The display on the night was magnificent: the dreadful beauty of destruction. Summer Solstice in Bournemouth and Boscombe would never be the same again. Some people, idiotically, would refer to it later as the ‘Midsummer Massacre’. It was, of course, nothing of the sort. But it was violent, catastrophic. And exceptionally elegant too.
The people in Totland, on the Isle of Wight, probably had the best view, apart perhaps from some revellers who had gone down to the Needles and stayed there till sunrise.
George and Andy never gave a name to what they did, and by no stretch of the imagination could it truthfully be described as a ‘massacre’, either by intention or by effect. That it therefore, somewhat clumsily and by the uncomfortable default that envelops events which happen too quickly and then linger, became known as the Solstice Spectacle, is largely attributable to a couple of unassuming and in most senses of the word pretty average men in their thirties, Stefano and Paul, one Italian, the other English, who had decided to spend the afternoon on Studland Beach and—having previously been oblivious to its naturist stretch—found themselves teased out of their swimwear for the first time in a more or less public place by sheer opportunity.

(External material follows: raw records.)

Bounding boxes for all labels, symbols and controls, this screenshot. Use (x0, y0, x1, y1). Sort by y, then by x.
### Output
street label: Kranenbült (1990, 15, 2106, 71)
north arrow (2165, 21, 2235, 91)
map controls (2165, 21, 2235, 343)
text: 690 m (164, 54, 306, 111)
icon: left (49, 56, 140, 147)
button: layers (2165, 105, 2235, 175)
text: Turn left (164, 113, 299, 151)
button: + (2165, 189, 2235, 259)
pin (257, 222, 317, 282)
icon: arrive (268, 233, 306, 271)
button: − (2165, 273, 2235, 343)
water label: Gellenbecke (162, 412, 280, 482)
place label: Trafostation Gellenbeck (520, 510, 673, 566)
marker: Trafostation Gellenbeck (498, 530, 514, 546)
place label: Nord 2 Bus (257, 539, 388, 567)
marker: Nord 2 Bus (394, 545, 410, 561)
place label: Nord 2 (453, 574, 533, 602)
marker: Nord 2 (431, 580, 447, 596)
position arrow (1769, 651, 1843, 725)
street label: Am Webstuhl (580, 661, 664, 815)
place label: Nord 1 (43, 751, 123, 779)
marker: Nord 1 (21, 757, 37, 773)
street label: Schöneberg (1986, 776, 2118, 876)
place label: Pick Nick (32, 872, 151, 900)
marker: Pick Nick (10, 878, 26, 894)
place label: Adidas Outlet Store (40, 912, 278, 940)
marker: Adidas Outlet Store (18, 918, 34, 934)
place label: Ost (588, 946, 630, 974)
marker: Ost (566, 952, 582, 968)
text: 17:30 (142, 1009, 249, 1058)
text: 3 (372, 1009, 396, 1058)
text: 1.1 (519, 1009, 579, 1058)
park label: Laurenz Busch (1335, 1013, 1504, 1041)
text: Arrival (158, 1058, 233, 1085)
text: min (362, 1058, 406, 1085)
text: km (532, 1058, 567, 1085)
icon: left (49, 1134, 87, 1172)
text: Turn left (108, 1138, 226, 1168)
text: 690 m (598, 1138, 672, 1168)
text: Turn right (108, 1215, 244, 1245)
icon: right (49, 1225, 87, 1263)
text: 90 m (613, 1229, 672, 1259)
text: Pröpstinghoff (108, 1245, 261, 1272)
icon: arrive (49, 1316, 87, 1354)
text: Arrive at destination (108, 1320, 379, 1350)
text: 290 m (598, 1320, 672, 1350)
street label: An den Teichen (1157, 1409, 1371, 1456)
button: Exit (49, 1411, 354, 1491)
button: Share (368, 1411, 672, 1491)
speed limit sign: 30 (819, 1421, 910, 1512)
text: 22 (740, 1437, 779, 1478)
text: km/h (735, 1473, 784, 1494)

They had brought along a picnic hamper and two bottles of Verdicchio (Stefano had insisted it not be Pinot Grigio, for once!) and gone through said bottles with unsurprising ease by the time it got dark. After that, they felt comfortably relaxed, but also just a tad horny, and not wanting to risk making a nuisance of themselves or incurring the wrath of other naturists, they withdrew a bit behind some dunes and the long grass, where they no more than lay in each other’s arms and maybe fondled each other a bit before, in the unusually warm air of the night—even for a Midsummer Night on an English beach—they dozed off.
They woke up again at what must have been some time after midnight, maybe close to one, and the alcohol having eased off but not so much their libido, Stefano remembered that he may just have a tiny bit of M left in his backpack, from a session he had been to with a couple of guys a few months earlier, which had been really rather enjoyable.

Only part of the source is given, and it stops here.